For those of you who feed flaxseed oil, how much do you give it, and how often?


----------



## Nancy (Aug 22, 2008)

I put a couple of drops on their food 2-3 times per week.


----------



## Reaper (Aug 22, 2008)

I dribble one capsule full on my hedgies kibble once or twice a week depending on how dry her skin is.


----------



## PixiesExoticHedgies (Sep 4, 2008)

So far none of my hedgies have shown any signs of dry skin. Should I use Flax seed oil as a preventative? Where do you buy it? Is it capsules or in a bottle?


----------



## Reaper (Aug 22, 2008)

I use capsules made for humans. you can get it at Wal-Mart or any pharmacy. Air is what causes oils to become rancid so I find the capsules easier to keep the oil fresh.


----------



## Zalea (Sep 12, 2008)

My hedgie usually takes about 2 days to eat his bowl of kibble.

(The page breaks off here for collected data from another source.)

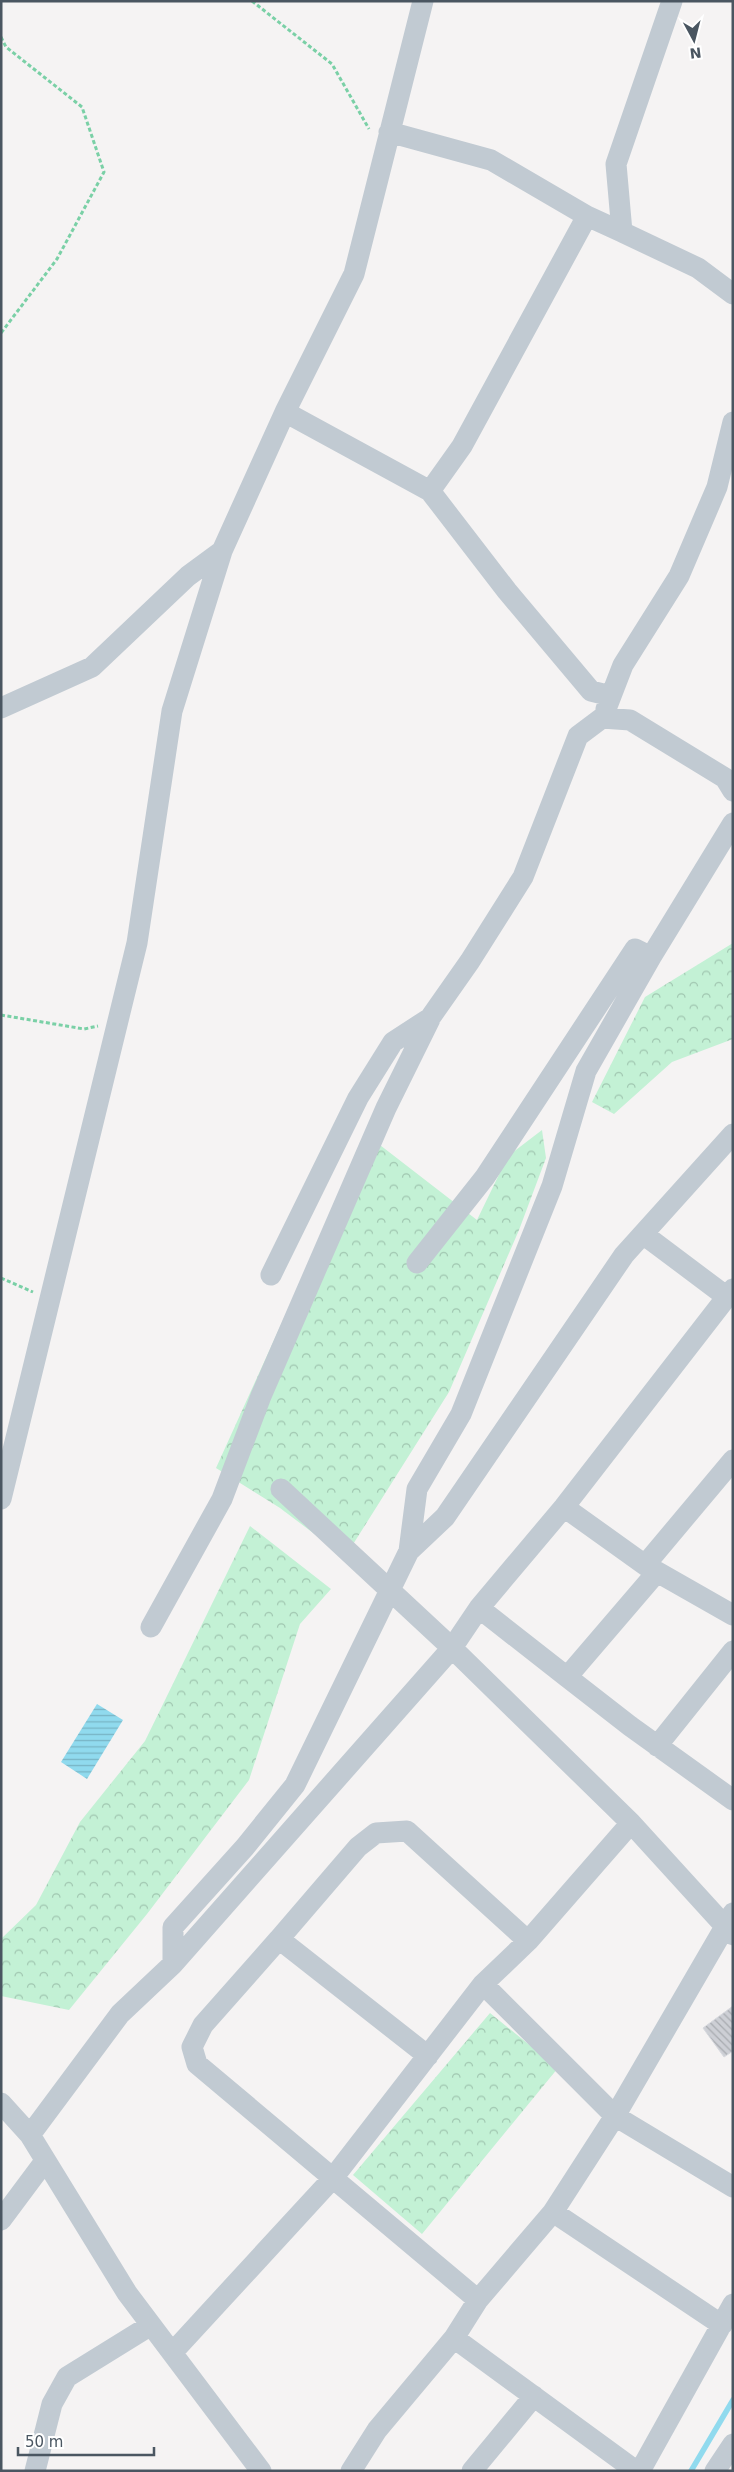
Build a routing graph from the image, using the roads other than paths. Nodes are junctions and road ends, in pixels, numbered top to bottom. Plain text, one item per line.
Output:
1 (423, 1) edge
2 (672, 1) edge
3 (387, 141) junction
4 (587, 216) junction
5 (622, 232) junction
6 (733, 294) edge
7 (285, 412) junction
8 (733, 422) edge
9 (430, 491) junction
10 (222, 551) junction
11 (611, 696) junction
12 (1, 708) edge
13 (602, 718) junction
14 (733, 791) edge
15 (733, 823) edge
16 (651, 956) junction
17 (430, 1018) junction
18 (733, 1134) edge
19 (643, 1234) junction
20 (417, 1263) dead end
21 (271, 1275) dead end
22 (730, 1293) edge
23 (733, 1460) edge
24 (281, 1489) dead end
25 (1, 1498) edge
26 (564, 1507) junction
27 (409, 1551) junction
28 (651, 1569) junction
29 (389, 1590) junction
30 (479, 1608) junction
31 (733, 1615) edge
32 (151, 1627) dead end
33 (452, 1648) junction
34 (733, 1651) edge
35 (567, 1677) junction
36 (657, 1746) junction
37 (733, 1800) edge
38 (631, 1822) junction
39 (730, 1925) edge
40 (279, 1939) junction
41 (528, 1941) junction
42 (174, 1964) junction
43 (483, 1984) junction
44 (428, 2056) junction
45 (1, 2102) edge
46 (615, 2116) junction
47 (30, 2135) junction
48 (46, 2161) junction
49 (333, 2178) junction
50 (733, 2186) edge
51 (553, 2212) junction
52 (1, 2220) edge
53 (478, 2300) junction
54 (733, 2304) edge
55 (151, 2325) junction
56 (722, 2325) junction
57 (454, 2338) junction
58 (172, 2353) junction
59 (534, 2396) junction
60 (733, 2444) edge
61 (36, 2471) edge
62 (261, 2471) edge
63 (351, 2471) edge
64 (472, 2471) edge
65 (638, 2471) edge
66 (715, 2471) edge

1 - 3 street
2 - 5 street
3 - 4 street
3 - 7 street
4 - 5 street
4 - 9 street
5 - 6 street
7 - 9 street
7 - 10 street
8 - 11 street
9 - 11 street
10 - 12 street
10 - 25 street
11 - 13 street
13 - 14 street
13 - 17 street
15 - 16 street
16 - 20 street
16 - 27 street
17 - 21 street
17 - 32 street
18 - 19 street
19 - 22 street
19 - 27 street
22 - 26 street
23 - 28 street
24 - 29 street
26 - 28 street
26 - 30 street
27 - 29 street
28 - 31 street
28 - 35 street
29 - 33 street
29 - 42 street
30 - 33 street
30 - 35 street
33 - 38 street
33 - 42 street
34 - 36 street
35 - 36 street
36 - 37 street
38 - 39 street
38 - 41 street
39 - 46 street
40 - 41 street
40 - 44 street
40 - 49 street
41 - 43 street
42 - 47 street
43 - 44 street
43 - 46 street
44 - 49 street
45 - 47 street
46 - 50 street
46 - 51 street
47 - 48 street
48 - 52 street
48 - 55 street
49 - 53 street
49 - 58 street
51 - 53 street
51 - 56 street
53 - 57 street
54 - 56 street
55 - 58 street
55 - 61 street
56 - 65 street
57 - 59 street
57 - 63 street
58 - 62 street
59 - 64 street
59 - 65 street
60 - 66 street

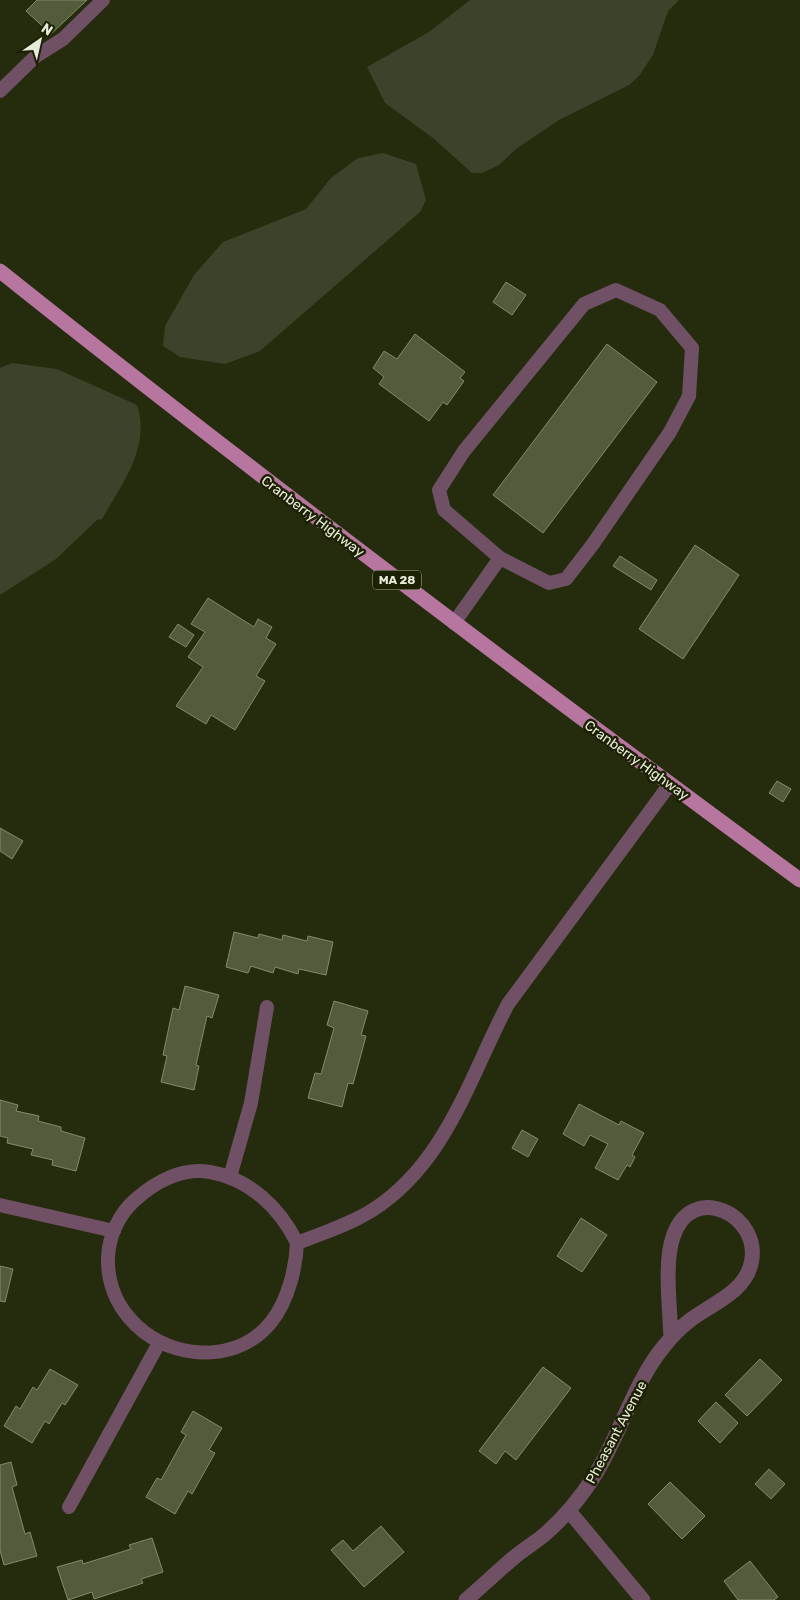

With the flax seed oil, do you need to put just the right amount in there for one night and toss anything that's left over, or would it be okay to stay in the bowl for that second day? I've noticed a little bit of dry skin on Quentin (not horribly bad, but I don't want him to have dry skin all winter), and I'm considering using the flax seed oil. I just wasn't sure about that part of it. What do you guys usually do?


----------



## LizardGirl (Aug 25, 2008)

Reaper, how long does the bottle you use last? I would like to get some of the capsules, but I was concerned about them going bad before I use them.


----------